**Task prompt:**
Going through the entries below, copy out each line that contains "Trail".

**Listed records:**
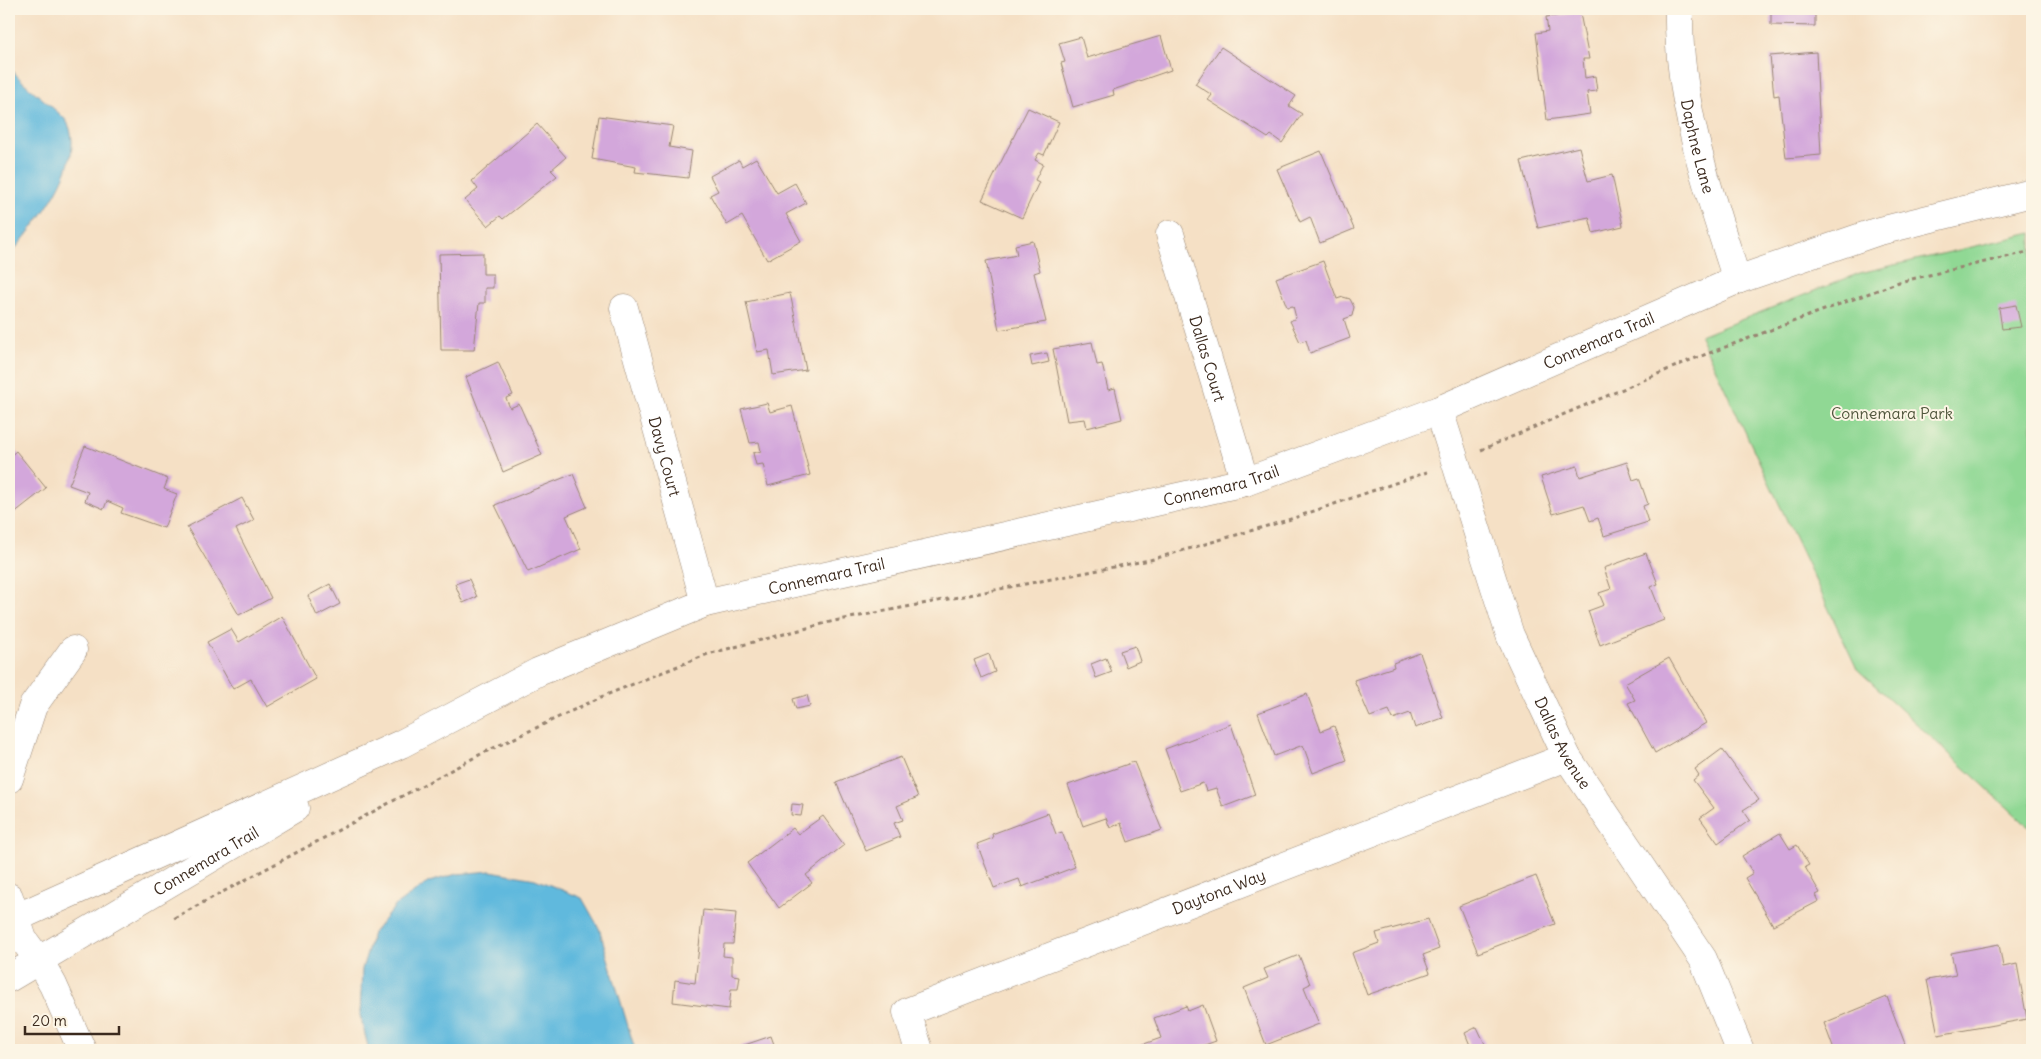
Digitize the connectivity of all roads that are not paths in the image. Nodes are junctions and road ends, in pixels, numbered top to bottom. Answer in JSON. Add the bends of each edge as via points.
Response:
{"nodes":[{"id":1,"x":1679,"y":9,"type":"edge"},
{"id":2,"x":2032,"y":193,"type":"edge"},
{"id":3,"x":1170,"y":234,"type":"dead end"},
{"id":4,"x":1737,"y":280,"type":"junction"},
{"id":5,"x":624,"y":308,"type":"dead end"},
{"id":6,"x":1439,"y":410,"type":"junction"},
{"id":7,"x":1245,"y":482,"type":"junction"},
{"id":8,"x":705,"y":603,"type":"junction"},
{"id":9,"x":73,"y":650,"type":"dead end"},
{"id":10,"x":401,"y":744,"type":"junction"},
{"id":11,"x":1567,"y":757,"type":"junction"},
{"id":12,"x":9,"y":778,"type":"edge"},
{"id":13,"x":14,"y":918,"type":"edge"},
{"id":14,"x":40,"y":962,"type":"junction"},
{"id":15,"x":9,"y":978,"type":"edge"},
{"id":16,"x":82,"y":1050,"type":"edge"},
{"id":17,"x":919,"y":1050,"type":"edge"},
{"id":18,"x":1740,"y":1050,"type":"edge"}],
"edges":[{"from":1,"to":4,"type":"street","name":"Daphne Lane","via":[[1678,38],[1698,159]]},
{"from":2,"to":4,"type":"street","name":"Connemara Trail","via":[[1876,232]]},
{"from":3,"to":7,"type":"street","name":"Dallas Court"},
{"from":4,"to":6,"type":"street","name":"Connemara Trail"},
{"from":5,"to":8,"type":"street","name":"Davy Court"},
{"from":6,"to":7,"type":"street","name":"Connemara Trail"},
{"from":6,"to":11,"type":"street","name":"Dallas Avenue","via":[[1510,635]]},
{"from":7,"to":8,"type":"street","name":"Connemara Trail"},
{"from":8,"to":10,"type":"street","name":"Connemara Trail","via":[[538,672]]},
{"from":9,"to":12,"type":"street","via":[[32,706]]},
{"from":10,"to":13,"type":"street","name":"Connemara Trail"},
{"from":10,"to":14,"type":"street","name":"Connemara Trail"},
{"from":11,"to":17,"type":"street","name":"Daytona Way","via":[[906,1012]]},
{"from":11,"to":18,"type":"street","name":"Dallas Avenue","via":[[1703,960]]},
{"from":13,"to":14,"type":"street"},
{"from":14,"to":15,"type":"street","name":"Connemara Trail"},
{"from":14,"to":16,"type":"street"}]}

**Task output:**
{"from":2,"to":4,"type":"street","name":"Connemara Trail","via":[[1876,232]]},
{"from":4,"to":6,"type":"street","name":"Connemara Trail"},
{"from":6,"to":7,"type":"street","name":"Connemara Trail"},
{"from":7,"to":8,"type":"street","name":"Connemara Trail"},
{"from":8,"to":10,"type":"street","name":"Connemara Trail","via":[[538,672]]},
{"from":10,"to":13,"type":"street","name":"Connemara Trail"},
{"from":10,"to":14,"type":"street","name":"Connemara Trail"},
{"from":14,"to":15,"type":"street","name":"Connemara Trail"},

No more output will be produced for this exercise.